24 maio 2013 Arquivado

24 maio 2013 Arquivado

Emitir o sinal em mais frequências não resolveu os problemas do serviço TDT. Em vez de obrigar a Portugal Telecom a reforçar a cobertura, a ICP-Anacom converte em oficial a solução temporária de uma rede multifrequência.

Passou a definitiva a licença temporária para utilizar as frequências adicionais para emitir o sinal TDT, atribuída à Portugal Telecom (PT) pela ICP-Anacom, em maio de 2012. Esta entidade reguladora deixa pendente outras decisões e a sua ação vai depender das reações recebidas. Se o seu serviço ainda tem falhas, reclame no nosso formulário dedicado ao registo dos consumidores com problemas de qualidade na receção do sinal TDT. Reencaminharemos todas as situações à PT e daremos conhecimento à ICP-ANACOM.

Mesmo com frequências adicionais desde o ano passado, os problemas na rede não desapareceram e estão entre as mais de 3500 reclamações sobre TDT sem qualidade, que recebemos de fevereiro a maio últimos. Já obtivemos resposta da PT a mais de 1100 reclamações.

PT não cumpre, mas não é penalizada
A rede inicial de frequência única estava estabelecida na licença para implementar a TDT, ganha pela PT. Ao mudar para uma rede multifrequências, com o aval da ICP-Anacom, a PT não está a cumprir a licença inicial, um contrato que celebrou com o Estado. Mas não há qualquer penalização para a PT. Esta não tem sequer de assumir qualquer custo por manter “refém” espaço radioelétrico que deveria estar livre.

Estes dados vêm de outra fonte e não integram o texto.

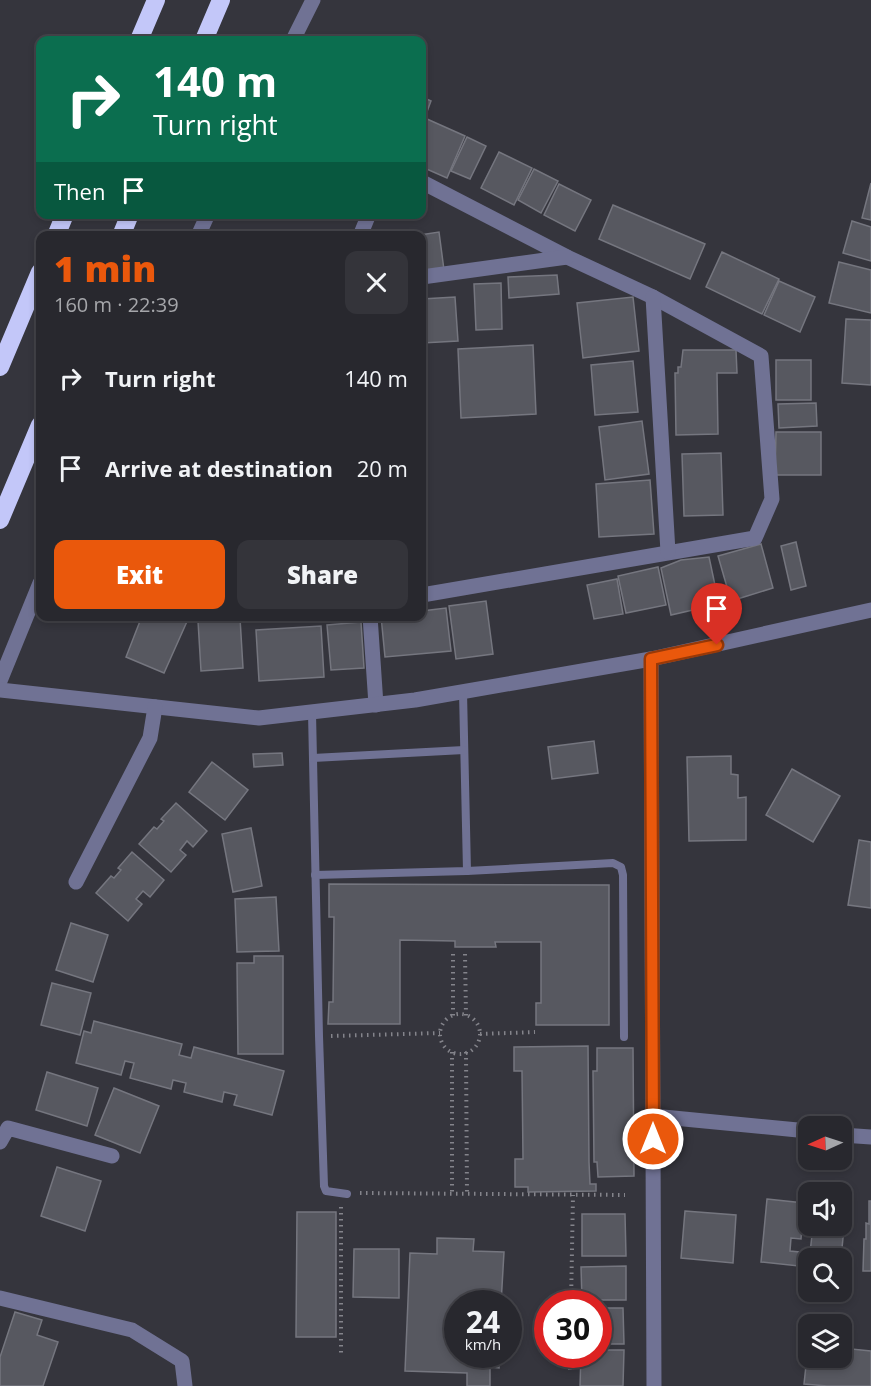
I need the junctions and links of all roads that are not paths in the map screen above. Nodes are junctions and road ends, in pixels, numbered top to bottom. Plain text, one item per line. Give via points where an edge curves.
1 (156, 0) edge
2 (221, 0) edge
3 (313, 0) edge
4 (141, 36) edge
5 (206, 36) edge
6 (295, 36) edge
7 (426, 184) edge
8 (567, 257) junction
9 (426, 276) edge
10 (36, 282) edge
11 (653, 297) junction
12 (0, 367) edge
13 (36, 434) edge
14 (0, 520) edge
15 (668, 552) junction
16 (36, 593) edge
17 (426, 594) edge
18 (871, 610) edge
19 (370, 621) edge
20 (651, 659) junction
21 (0, 681) edge
22 (0, 690) edge
23 (463, 692) junction
24 (376, 705) junction
25 (155, 707) junction
26 (312, 713) junction
27 (464, 750) junction
28 (313, 758) junction
29 (467, 871) junction
30 (315, 875) junction
31 (76, 882) dead end
32 (624, 1037) dead end
33 (653, 1116) junction
34 (798, 1130) edge
35 (852, 1136) edge
36 (871, 1137) edge
37 (0, 1142) edge
38 (112, 1156) dead end
39 (347, 1194) road end
40 (0, 1298) edge
41 (185, 1386) edge
42 (654, 1386) edge

1 - 4 highway
2 - 5 highway
3 - 6 street
7 - 8 street
8 - 9 street
8 - 11 street
10 - 12 highway
11 - 15 street
11 - 15 street via 761,356 772,499 755,538
13 - 14 highway
15 - 17 street
16 - 21 street
18 - 20 street
19 - 24 street
20 - 23 street
20 - 33 street
22 - 25 street
23 - 24 street
23 - 27 lane
24 - 26 street
25 - 26 street via 259,718
25 - 31 street via 150,738
26 - 28 lane
27 - 28 lane
27 - 29 lane
28 - 30 lane
29 - 30 lane
29 - 32 lane via 613,863 621,867
30 - 39 lane via 324,1186 326,1191
33 - 34 street
33 - 42 street
35 - 36 street
37 - 38 street via 8,1128
40 - 41 street via 132,1330 182,1361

Afinal, a libertação desse espaço radioelétrico para alojar mais serviços e canais foi apregoada como uma das vantagens da mudança para a TDT. Mais de um ano depois da implementação, a nova tecnologia não trouxe novos canais, exceto a ARTV, nem benefícios para os consumidores.

Na prática, as mudanças na rede não têm resolvido os problemas e podem até trazer mais inconvenientes e custos, forçando os consumidores a sintonizar de novo os canais de televisão. Mesmo com a atual rede multifrequências, continuarão a existir zonas onde a instabilidade do serviço TDT pode levar a comprar equipamento não apropriado para o tipo de receção no local. 

A ICP-Anacom admite não estar segura de que a instabilidade não se repita e estipula que, se essas situações não forem resolvidas e surgirem reclamações, a PT deve antecipar e suportar os custos da reestruturação da rede, planeada para 2017, com uma solução multifrequência por região. É lamentável que a Anacom tenha já avançado para uma solução sem dados fiáveis das zonas de cobertura e que aguarde por queixas, adiando a resolução imediata dos problemas dos consumidores.